» ABOUT THIS EXERCISE
Select every line containing the word "street" from the material, and copy those lines.

» TASK INPUT
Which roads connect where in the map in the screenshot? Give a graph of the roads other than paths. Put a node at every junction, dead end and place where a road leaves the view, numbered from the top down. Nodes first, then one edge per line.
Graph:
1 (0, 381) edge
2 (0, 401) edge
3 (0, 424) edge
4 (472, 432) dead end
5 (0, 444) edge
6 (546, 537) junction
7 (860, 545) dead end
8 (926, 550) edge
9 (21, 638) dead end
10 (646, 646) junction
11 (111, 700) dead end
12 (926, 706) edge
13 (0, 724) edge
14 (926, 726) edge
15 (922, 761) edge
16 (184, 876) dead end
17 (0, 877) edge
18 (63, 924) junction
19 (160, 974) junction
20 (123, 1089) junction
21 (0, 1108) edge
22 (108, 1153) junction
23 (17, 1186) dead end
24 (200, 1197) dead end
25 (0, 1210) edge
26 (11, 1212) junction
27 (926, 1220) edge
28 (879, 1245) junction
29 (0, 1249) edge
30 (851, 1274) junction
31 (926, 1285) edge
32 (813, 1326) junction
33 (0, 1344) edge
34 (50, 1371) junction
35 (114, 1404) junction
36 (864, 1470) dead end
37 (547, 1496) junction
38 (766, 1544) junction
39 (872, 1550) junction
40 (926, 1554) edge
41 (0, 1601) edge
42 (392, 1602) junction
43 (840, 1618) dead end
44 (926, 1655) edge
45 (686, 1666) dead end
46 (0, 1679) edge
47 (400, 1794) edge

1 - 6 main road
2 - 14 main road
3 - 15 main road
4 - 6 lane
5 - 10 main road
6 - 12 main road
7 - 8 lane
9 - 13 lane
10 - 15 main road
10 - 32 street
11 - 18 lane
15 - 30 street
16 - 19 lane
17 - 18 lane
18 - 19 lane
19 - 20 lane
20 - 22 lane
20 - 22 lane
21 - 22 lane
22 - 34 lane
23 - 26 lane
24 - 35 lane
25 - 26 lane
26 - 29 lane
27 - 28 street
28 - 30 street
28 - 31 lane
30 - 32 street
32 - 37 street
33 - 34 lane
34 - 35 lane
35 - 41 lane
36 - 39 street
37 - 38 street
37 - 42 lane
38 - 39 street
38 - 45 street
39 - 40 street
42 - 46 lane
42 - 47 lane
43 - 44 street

» RESPONSE AREA
10 - 32 street
15 - 30 street
27 - 28 street
28 - 30 street
30 - 32 street
32 - 37 street
36 - 39 street
37 - 38 street
38 - 39 street
38 - 45 street
39 - 40 street
43 - 44 street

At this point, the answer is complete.